----- Exercise data

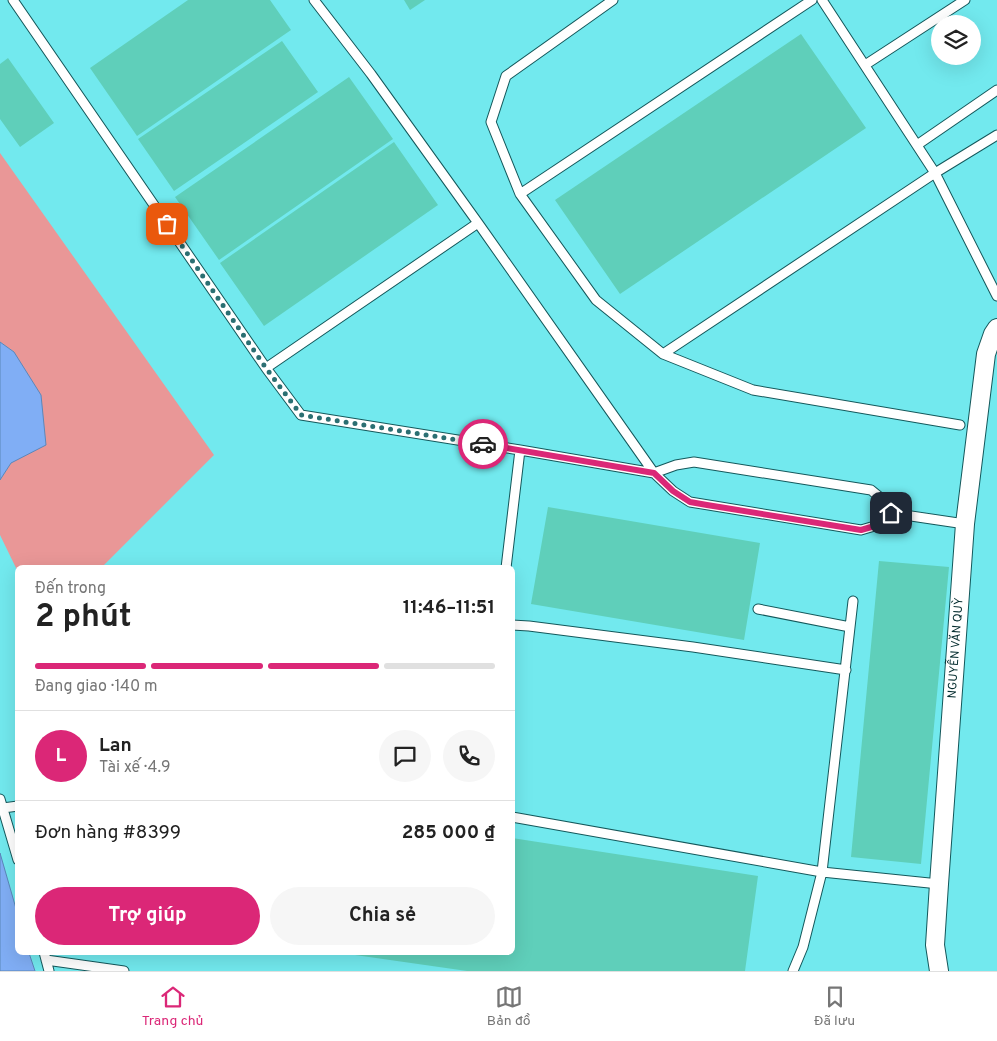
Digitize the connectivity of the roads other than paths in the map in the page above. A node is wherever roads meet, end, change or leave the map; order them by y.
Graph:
1 (12, 0) edge
2 (314, 0) edge
3 (613, 0) edge
4 (812, 0) edge
5 (822, 0) edge
6 (965, 0) edge
7 (865, 65) junction
8 (997, 90) edge
9 (997, 135) edge
10 (917, 145) junction
11 (935, 174) junction
12 (520, 194) junction
13 (478, 223) junction
14 (997, 296) edge
15 (997, 328) edge
16 (663, 354) junction
17 (266, 368) junction
18 (960, 425) dead end
19 (520, 450) junction
20 (654, 473) junction
21 (891, 513) junction
22 (965, 524) junction
23 (506, 565) edge
24 (853, 601) dead end
25 (758, 608) dead end
26 (515, 625) edge
27 (850, 627) junction
28 (846, 670) junction
29 (1, 804) edge
30 (15, 806) edge
31 (515, 818) edge
32 (15, 850) edge
33 (822, 872) junction
34 (939, 884) junction
35 (45, 956) edge
36 (49, 971) edge
37 (124, 971) edge
38 (793, 971) edge
39 (939, 971) edge

1 - 17 lane
2 - 13 lane
3 - 12 lane
4 - 12 lane
5 - 7 lane
6 - 7 lane
7 - 10 lane
8 - 10 lane
9 - 11 lane
10 - 11 lane
11 - 14 lane
11 - 16 lane
12 - 16 lane
13 - 17 lane
13 - 20 lane
15 - 22 street, NGUYỄN VĂN QUỲ
16 - 18 lane
17 - 19 lane
19 - 20 lane
19 - 23 lane
20 - 21 lane
20 - 21 lane
21 - 22 lane
22 - 34 street, NGUYỄN VĂN QUỲ
24 - 27 lane
25 - 27 lane
26 - 28 lane
27 - 28 lane
28 - 33 lane
29 - 30 lane
29 - 32 lane
31 - 33 lane
33 - 34 lane
33 - 38 lane
34 - 39 street, NGUYỄN VĂN QUỲ
35 - 36 lane
35 - 37 lane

----------

Problem description: Omitting all pictures, reproduce the records above in their entirety.

Final answer:
Digitize the connectivity of the roads other than paths in the map in the page above. A node is wherever roads meet, end, change or leave the map; order them by y.
Graph:
1 (12, 0) edge
2 (314, 0) edge
3 (613, 0) edge
4 (812, 0) edge
5 (822, 0) edge
6 (965, 0) edge
7 (865, 65) junction
8 (997, 90) edge
9 (997, 135) edge
10 (917, 145) junction
11 (935, 174) junction
12 (520, 194) junction
13 (478, 223) junction
14 (997, 296) edge
15 (997, 328) edge
16 (663, 354) junction
17 (266, 368) junction
18 (960, 425) dead end
19 (520, 450) junction
20 (654, 473) junction
21 (891, 513) junction
22 (965, 524) junction
23 (506, 565) edge
24 (853, 601) dead end
25 (758, 608) dead end
26 (515, 625) edge
27 (850, 627) junction
28 (846, 670) junction
29 (1, 804) edge
30 (15, 806) edge
31 (515, 818) edge
32 (15, 850) edge
33 (822, 872) junction
34 (939, 884) junction
35 (45, 956) edge
36 (49, 971) edge
37 (124, 971) edge
38 (793, 971) edge
39 (939, 971) edge

1 - 17 lane
2 - 13 lane
3 - 12 lane
4 - 12 lane
5 - 7 lane
6 - 7 lane
7 - 10 lane
8 - 10 lane
9 - 11 lane
10 - 11 lane
11 - 14 lane
11 - 16 lane
12 - 16 lane
13 - 17 lane
13 - 20 lane
15 - 22 street, NGUYỄN VĂN QUỲ
16 - 18 lane
17 - 19 lane
19 - 20 lane
19 - 23 lane
20 - 21 lane
20 - 21 lane
21 - 22 lane
22 - 34 street, NGUYỄN VĂN QUỲ
24 - 27 lane
25 - 27 lane
26 - 28 lane
27 - 28 lane
28 - 33 lane
29 - 30 lane
29 - 32 lane
31 - 33 lane
33 - 34 lane
33 - 38 lane
34 - 39 street, NGUYỄN VĂN QUỲ
35 - 36 lane
35 - 37 lane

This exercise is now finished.